■ What is required: Exact copies of all the entries below are expected in the answer.

────────

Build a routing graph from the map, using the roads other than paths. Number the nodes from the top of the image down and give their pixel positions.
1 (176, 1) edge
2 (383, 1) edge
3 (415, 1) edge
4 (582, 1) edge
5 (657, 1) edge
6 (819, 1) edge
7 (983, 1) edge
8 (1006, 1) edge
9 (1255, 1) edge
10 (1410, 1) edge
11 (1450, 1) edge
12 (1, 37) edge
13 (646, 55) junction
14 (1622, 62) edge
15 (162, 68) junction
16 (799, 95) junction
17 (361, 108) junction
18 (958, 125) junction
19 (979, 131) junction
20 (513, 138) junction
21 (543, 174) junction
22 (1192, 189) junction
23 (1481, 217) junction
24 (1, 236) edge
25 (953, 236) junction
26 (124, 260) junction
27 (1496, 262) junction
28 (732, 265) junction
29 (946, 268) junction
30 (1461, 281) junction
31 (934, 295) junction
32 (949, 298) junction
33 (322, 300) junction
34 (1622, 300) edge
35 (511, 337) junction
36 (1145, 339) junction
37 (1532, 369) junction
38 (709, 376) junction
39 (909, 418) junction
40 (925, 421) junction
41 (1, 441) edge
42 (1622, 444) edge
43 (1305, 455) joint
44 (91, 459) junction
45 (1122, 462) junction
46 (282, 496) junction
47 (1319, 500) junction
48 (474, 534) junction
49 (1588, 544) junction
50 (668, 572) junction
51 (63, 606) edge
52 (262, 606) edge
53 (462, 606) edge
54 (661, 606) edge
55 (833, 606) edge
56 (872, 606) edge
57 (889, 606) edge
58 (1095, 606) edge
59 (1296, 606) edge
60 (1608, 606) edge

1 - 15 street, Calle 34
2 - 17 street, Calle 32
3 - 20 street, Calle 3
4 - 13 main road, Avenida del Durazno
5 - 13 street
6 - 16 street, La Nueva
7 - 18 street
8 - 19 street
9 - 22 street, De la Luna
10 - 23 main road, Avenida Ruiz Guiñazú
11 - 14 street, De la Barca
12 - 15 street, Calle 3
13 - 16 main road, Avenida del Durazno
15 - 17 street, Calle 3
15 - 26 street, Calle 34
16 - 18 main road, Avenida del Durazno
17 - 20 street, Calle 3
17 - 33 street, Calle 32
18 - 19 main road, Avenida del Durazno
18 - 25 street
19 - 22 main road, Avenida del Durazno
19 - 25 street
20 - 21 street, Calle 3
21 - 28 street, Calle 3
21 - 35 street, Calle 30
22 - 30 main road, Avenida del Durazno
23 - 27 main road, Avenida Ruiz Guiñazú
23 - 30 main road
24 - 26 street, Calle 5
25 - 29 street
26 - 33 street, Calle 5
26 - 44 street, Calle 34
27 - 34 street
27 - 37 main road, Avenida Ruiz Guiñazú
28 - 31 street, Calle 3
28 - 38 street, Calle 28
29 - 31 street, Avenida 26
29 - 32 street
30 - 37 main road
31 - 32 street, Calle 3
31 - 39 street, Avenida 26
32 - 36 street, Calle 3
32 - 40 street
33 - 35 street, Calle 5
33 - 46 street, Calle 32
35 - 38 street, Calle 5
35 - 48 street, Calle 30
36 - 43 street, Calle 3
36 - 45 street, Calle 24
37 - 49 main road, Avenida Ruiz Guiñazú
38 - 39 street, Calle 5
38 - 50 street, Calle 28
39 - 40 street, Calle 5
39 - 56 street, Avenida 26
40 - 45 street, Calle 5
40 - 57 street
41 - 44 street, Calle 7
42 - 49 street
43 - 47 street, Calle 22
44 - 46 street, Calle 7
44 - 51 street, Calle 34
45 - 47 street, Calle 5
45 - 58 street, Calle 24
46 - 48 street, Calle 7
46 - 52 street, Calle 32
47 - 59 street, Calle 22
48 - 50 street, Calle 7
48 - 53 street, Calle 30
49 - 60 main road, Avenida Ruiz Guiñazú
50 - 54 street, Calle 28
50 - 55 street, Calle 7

────────

■ Exercise solution:
Build a routing graph from the map, using the roads other than paths. Number the nodes from the top of the image down and give their pixel positions.
1 (176, 1) edge
2 (383, 1) edge
3 (415, 1) edge
4 (582, 1) edge
5 (657, 1) edge
6 (819, 1) edge
7 (983, 1) edge
8 (1006, 1) edge
9 (1255, 1) edge
10 (1410, 1) edge
11 (1450, 1) edge
12 (1, 37) edge
13 (646, 55) junction
14 (1622, 62) edge
15 (162, 68) junction
16 (799, 95) junction
17 (361, 108) junction
18 (958, 125) junction
19 (979, 131) junction
20 (513, 138) junction
21 (543, 174) junction
22 (1192, 189) junction
23 (1481, 217) junction
24 (1, 236) edge
25 (953, 236) junction
26 (124, 260) junction
27 (1496, 262) junction
28 (732, 265) junction
29 (946, 268) junction
30 (1461, 281) junction
31 (934, 295) junction
32 (949, 298) junction
33 (322, 300) junction
34 (1622, 300) edge
35 (511, 337) junction
36 (1145, 339) junction
37 (1532, 369) junction
38 (709, 376) junction
39 (909, 418) junction
40 (925, 421) junction
41 (1, 441) edge
42 (1622, 444) edge
43 (1305, 455) joint
44 (91, 459) junction
45 (1122, 462) junction
46 (282, 496) junction
47 (1319, 500) junction
48 (474, 534) junction
49 (1588, 544) junction
50 (668, 572) junction
51 (63, 606) edge
52 (262, 606) edge
53 (462, 606) edge
54 (661, 606) edge
55 (833, 606) edge
56 (872, 606) edge
57 (889, 606) edge
58 (1095, 606) edge
59 (1296, 606) edge
60 (1608, 606) edge

1 - 15 street, Calle 34
2 - 17 street, Calle 32
3 - 20 street, Calle 3
4 - 13 main road, Avenida del Durazno
5 - 13 street
6 - 16 street, La Nueva
7 - 18 street
8 - 19 street
9 - 22 street, De la Luna
10 - 23 main road, Avenida Ruiz Guiñazú
11 - 14 street, De la Barca
12 - 15 street, Calle 3
13 - 16 main road, Avenida del Durazno
15 - 17 street, Calle 3
15 - 26 street, Calle 34
16 - 18 main road, Avenida del Durazno
17 - 20 street, Calle 3
17 - 33 street, Calle 32
18 - 19 main road, Avenida del Durazno
18 - 25 street
19 - 22 main road, Avenida del Durazno
19 - 25 street
20 - 21 street, Calle 3
21 - 28 street, Calle 3
21 - 35 street, Calle 30
22 - 30 main road, Avenida del Durazno
23 - 27 main road, Avenida Ruiz Guiñazú
23 - 30 main road
24 - 26 street, Calle 5
25 - 29 street
26 - 33 street, Calle 5
26 - 44 street, Calle 34
27 - 34 street
27 - 37 main road, Avenida Ruiz Guiñazú
28 - 31 street, Calle 3
28 - 38 street, Calle 28
29 - 31 street, Avenida 26
29 - 32 street
30 - 37 main road
31 - 32 street, Calle 3
31 - 39 street, Avenida 26
32 - 36 street, Calle 3
32 - 40 street
33 - 35 street, Calle 5
33 - 46 street, Calle 32
35 - 38 street, Calle 5
35 - 48 street, Calle 30
36 - 43 street, Calle 3
36 - 45 street, Calle 24
37 - 49 main road, Avenida Ruiz Guiñazú
38 - 39 street, Calle 5
38 - 50 street, Calle 28
39 - 40 street, Calle 5
39 - 56 street, Avenida 26
40 - 45 street, Calle 5
40 - 57 street
41 - 44 street, Calle 7
42 - 49 street
43 - 47 street, Calle 22
44 - 46 street, Calle 7
44 - 51 street, Calle 34
45 - 47 street, Calle 5
45 - 58 street, Calle 24
46 - 48 street, Calle 7
46 - 52 street, Calle 32
47 - 59 street, Calle 22
48 - 50 street, Calle 7
48 - 53 street, Calle 30
49 - 60 main road, Avenida Ruiz Guiñazú
50 - 54 street, Calle 28
50 - 55 street, Calle 7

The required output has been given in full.